• Exercise aim
Lines containing the word "body" are to be copied from the data below.

Stored items
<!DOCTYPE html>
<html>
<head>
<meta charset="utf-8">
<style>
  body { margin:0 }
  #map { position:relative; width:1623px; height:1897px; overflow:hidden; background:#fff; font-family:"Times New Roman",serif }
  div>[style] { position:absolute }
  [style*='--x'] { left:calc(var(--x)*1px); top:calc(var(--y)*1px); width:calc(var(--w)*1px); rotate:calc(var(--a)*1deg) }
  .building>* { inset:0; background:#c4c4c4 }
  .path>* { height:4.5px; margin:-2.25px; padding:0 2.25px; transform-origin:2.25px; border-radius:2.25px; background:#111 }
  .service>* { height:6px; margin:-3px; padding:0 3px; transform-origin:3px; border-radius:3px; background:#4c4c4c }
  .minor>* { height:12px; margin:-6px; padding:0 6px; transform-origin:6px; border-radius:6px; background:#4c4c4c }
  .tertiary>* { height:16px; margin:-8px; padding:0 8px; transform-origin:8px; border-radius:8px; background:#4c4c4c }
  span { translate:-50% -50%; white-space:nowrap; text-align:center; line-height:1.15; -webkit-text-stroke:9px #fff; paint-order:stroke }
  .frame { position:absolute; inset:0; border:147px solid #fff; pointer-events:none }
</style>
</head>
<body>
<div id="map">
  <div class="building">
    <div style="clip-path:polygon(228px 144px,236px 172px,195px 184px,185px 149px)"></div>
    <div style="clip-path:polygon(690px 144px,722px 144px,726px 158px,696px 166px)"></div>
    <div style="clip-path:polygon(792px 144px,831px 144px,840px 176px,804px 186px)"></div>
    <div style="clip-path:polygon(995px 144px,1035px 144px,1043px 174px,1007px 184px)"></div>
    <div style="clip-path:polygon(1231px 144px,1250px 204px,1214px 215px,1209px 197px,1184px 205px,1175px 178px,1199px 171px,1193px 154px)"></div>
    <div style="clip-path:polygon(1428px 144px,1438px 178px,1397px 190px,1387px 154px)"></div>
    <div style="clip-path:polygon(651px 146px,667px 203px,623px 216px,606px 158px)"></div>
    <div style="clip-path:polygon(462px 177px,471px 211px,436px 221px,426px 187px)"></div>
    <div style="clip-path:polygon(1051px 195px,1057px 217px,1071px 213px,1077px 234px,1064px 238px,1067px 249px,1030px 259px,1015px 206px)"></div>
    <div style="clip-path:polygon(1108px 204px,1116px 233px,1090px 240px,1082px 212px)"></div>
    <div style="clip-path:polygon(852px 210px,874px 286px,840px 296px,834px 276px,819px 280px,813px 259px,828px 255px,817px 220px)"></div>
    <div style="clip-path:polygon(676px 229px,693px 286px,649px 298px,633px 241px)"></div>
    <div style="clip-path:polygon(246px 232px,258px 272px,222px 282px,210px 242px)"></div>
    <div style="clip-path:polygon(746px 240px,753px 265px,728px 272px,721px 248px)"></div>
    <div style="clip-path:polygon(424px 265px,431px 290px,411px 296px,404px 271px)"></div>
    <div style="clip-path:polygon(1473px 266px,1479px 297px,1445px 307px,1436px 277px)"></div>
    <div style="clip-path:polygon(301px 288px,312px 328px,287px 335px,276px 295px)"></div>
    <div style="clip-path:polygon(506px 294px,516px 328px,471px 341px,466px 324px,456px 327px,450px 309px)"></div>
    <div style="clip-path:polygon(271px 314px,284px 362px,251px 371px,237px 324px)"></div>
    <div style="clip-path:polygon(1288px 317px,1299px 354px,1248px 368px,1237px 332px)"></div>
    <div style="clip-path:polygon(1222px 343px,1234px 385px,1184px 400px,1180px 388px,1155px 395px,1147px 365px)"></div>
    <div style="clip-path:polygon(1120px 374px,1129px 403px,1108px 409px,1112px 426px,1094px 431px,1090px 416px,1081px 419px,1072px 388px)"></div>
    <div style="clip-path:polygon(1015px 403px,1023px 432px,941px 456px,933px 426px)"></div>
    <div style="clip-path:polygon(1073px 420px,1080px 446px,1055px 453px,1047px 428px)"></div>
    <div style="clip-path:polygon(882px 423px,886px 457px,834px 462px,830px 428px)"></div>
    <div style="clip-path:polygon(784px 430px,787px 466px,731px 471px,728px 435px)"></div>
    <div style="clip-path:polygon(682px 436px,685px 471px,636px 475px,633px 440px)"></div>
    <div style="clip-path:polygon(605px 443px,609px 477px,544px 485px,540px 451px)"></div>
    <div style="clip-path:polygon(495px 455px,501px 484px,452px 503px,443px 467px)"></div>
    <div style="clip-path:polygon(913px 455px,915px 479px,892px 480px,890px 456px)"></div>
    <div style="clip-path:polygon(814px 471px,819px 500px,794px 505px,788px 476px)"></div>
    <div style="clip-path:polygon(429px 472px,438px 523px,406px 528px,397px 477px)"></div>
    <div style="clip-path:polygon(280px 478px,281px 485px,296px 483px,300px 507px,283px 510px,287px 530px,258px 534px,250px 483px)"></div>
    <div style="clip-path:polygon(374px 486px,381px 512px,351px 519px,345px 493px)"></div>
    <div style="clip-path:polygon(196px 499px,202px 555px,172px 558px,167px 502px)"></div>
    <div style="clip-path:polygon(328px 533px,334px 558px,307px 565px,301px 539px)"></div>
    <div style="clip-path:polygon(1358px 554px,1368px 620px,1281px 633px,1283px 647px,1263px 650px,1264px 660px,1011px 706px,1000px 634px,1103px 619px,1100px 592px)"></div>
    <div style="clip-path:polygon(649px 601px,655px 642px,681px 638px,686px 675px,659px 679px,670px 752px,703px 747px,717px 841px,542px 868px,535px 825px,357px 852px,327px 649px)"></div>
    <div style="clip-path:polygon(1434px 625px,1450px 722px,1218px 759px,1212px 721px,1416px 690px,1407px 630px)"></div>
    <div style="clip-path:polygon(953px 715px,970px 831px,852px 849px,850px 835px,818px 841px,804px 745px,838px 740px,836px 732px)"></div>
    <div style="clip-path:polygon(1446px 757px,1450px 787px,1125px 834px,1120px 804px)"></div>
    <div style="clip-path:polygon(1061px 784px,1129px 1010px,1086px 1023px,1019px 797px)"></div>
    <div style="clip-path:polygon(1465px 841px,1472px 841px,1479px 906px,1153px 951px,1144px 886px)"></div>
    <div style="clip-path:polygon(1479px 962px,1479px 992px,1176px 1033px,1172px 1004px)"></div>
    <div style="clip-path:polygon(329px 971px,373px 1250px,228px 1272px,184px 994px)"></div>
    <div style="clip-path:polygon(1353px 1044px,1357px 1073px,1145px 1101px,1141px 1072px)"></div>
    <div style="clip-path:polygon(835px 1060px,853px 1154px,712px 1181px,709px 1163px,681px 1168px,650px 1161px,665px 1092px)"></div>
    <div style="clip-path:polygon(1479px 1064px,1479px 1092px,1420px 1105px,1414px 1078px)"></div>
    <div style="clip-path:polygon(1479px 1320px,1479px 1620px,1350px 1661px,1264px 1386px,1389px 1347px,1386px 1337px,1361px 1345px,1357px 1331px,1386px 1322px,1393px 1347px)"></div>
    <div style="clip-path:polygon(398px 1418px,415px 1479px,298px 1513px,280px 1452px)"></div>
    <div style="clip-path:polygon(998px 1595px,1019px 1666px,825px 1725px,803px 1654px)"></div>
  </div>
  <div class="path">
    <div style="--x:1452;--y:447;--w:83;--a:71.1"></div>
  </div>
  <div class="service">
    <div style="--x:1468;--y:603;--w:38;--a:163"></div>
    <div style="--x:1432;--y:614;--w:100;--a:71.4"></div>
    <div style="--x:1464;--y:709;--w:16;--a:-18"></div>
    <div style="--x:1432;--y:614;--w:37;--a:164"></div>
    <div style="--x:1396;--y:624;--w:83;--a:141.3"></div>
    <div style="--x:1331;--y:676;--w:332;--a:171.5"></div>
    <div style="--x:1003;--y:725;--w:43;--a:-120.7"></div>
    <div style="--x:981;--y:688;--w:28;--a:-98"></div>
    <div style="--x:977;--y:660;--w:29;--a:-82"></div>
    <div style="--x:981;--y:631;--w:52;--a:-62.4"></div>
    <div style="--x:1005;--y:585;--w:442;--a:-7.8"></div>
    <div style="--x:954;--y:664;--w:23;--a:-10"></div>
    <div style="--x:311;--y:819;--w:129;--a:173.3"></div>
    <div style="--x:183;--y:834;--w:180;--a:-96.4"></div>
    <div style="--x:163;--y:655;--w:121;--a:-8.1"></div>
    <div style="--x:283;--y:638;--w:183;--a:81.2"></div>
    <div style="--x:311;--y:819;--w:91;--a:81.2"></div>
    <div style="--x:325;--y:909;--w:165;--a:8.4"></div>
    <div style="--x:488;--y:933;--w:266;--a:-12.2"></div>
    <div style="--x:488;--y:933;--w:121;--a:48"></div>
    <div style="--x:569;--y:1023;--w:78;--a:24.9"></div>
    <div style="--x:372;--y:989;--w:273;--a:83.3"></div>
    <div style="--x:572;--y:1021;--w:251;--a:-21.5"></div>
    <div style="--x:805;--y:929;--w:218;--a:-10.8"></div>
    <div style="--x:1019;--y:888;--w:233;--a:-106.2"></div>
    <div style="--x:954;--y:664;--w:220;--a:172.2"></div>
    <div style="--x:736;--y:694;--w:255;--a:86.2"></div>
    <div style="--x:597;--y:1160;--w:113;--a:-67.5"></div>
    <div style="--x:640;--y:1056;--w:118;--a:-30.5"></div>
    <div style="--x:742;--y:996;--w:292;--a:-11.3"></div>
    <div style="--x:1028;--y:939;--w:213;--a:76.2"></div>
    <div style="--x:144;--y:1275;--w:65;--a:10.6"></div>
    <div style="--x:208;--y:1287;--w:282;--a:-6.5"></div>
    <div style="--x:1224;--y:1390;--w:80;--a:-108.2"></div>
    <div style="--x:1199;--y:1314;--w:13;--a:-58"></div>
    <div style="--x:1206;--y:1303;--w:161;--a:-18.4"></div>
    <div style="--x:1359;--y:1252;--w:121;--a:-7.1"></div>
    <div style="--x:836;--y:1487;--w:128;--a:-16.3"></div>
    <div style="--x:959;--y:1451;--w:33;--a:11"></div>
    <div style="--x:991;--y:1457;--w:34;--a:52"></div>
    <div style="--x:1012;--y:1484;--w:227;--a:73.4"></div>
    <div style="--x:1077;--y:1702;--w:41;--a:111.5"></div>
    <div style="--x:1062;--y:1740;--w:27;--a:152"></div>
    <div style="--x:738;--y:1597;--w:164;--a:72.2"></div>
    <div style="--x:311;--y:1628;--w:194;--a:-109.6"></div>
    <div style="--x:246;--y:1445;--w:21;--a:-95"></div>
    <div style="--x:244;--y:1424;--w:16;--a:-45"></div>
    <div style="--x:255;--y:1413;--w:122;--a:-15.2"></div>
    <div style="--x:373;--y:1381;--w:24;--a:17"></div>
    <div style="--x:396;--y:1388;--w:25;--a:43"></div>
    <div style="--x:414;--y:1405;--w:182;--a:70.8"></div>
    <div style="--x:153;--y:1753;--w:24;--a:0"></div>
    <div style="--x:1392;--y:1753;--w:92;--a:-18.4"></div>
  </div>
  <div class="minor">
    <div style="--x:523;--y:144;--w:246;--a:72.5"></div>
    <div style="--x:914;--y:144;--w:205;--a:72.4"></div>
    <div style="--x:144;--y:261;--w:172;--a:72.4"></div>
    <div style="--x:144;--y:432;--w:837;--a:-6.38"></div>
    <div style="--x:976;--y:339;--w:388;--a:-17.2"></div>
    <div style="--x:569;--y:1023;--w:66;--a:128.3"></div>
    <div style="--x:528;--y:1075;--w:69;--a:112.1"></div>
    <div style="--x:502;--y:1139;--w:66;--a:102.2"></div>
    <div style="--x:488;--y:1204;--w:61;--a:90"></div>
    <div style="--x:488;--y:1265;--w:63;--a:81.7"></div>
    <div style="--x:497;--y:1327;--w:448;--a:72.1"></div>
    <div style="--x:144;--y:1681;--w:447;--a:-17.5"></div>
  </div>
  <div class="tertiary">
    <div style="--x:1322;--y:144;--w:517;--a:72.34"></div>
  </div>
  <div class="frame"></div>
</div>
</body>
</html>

...

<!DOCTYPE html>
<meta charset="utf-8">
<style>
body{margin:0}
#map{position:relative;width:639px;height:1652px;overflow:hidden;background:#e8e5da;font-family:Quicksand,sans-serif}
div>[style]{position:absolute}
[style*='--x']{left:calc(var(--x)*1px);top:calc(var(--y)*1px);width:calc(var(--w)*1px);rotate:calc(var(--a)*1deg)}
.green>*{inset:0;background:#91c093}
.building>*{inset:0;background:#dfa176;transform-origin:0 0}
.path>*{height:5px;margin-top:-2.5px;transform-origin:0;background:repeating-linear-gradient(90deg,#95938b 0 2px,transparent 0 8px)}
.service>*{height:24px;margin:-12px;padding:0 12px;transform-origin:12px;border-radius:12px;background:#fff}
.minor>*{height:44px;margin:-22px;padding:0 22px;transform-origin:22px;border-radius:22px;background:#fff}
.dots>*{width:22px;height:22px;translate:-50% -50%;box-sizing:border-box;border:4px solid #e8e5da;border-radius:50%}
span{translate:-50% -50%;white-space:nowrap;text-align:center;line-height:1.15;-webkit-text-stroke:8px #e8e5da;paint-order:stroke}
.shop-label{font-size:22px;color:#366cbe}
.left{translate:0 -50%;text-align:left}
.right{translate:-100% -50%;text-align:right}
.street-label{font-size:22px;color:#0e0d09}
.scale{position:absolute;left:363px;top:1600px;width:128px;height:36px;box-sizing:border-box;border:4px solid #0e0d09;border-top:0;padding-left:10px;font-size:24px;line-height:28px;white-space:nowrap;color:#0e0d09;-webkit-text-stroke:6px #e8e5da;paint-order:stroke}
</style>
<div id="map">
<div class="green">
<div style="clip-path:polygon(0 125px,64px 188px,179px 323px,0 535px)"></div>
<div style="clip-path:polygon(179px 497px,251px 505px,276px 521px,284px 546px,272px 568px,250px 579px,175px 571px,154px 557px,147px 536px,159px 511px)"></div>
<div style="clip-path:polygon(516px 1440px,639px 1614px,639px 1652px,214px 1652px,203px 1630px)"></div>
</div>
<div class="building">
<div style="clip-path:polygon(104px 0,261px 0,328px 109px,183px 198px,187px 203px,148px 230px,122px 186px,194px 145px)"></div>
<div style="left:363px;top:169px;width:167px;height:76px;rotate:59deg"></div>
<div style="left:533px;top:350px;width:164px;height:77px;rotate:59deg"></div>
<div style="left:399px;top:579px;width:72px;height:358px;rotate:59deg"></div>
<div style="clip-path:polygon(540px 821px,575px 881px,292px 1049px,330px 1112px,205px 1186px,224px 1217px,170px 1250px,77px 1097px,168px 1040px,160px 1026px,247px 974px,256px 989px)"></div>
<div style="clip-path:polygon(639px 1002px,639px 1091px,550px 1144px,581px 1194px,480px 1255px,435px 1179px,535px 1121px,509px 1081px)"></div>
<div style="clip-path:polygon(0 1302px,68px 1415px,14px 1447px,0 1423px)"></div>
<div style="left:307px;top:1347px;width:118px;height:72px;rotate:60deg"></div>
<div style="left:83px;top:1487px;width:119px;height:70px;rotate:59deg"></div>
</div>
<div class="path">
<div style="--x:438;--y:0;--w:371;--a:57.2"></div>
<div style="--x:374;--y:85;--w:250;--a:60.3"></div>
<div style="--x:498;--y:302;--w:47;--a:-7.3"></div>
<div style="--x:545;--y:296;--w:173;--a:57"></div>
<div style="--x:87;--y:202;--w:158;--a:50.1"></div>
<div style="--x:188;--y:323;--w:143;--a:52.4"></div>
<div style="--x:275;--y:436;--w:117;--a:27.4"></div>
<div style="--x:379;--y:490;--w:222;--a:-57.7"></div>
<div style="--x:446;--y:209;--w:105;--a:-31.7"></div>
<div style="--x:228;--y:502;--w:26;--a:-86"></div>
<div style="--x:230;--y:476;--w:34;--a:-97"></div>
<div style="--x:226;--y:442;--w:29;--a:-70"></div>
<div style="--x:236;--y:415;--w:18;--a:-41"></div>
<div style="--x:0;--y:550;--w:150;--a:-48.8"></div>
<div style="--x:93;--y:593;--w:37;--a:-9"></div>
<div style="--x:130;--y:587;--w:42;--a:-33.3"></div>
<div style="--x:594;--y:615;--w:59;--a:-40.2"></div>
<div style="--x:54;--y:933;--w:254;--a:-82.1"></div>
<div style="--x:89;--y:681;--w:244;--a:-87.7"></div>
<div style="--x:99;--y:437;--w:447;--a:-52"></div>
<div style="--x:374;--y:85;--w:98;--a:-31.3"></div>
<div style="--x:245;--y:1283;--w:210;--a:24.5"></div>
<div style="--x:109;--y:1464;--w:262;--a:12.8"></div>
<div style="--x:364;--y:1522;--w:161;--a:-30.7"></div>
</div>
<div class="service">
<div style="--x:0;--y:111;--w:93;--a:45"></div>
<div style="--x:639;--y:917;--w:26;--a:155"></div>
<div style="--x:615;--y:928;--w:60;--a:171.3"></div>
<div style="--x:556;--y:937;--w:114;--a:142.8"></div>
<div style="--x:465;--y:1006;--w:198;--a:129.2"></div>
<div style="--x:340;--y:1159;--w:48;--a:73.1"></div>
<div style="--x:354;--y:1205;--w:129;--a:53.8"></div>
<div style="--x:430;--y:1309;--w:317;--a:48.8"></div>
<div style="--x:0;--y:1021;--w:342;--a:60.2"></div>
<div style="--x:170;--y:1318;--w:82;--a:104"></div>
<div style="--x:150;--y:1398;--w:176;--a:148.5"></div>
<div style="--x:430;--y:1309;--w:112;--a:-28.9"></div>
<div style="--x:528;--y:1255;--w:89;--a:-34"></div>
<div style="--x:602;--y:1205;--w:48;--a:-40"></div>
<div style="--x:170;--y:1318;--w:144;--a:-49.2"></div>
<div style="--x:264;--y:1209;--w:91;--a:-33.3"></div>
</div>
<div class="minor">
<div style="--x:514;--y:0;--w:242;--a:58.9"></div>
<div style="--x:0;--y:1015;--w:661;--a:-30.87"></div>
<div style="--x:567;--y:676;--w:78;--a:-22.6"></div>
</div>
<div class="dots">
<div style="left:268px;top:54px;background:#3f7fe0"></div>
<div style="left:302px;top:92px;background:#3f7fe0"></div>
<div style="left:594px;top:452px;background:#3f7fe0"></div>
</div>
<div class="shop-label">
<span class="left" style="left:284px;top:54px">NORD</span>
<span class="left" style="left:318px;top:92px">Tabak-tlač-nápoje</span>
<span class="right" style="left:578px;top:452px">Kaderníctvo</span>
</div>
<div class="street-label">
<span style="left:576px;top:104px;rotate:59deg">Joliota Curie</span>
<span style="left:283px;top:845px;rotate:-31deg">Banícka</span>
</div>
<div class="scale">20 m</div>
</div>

• Solution below
  body { margin:0 }
<body>
</body>
body{margin:0}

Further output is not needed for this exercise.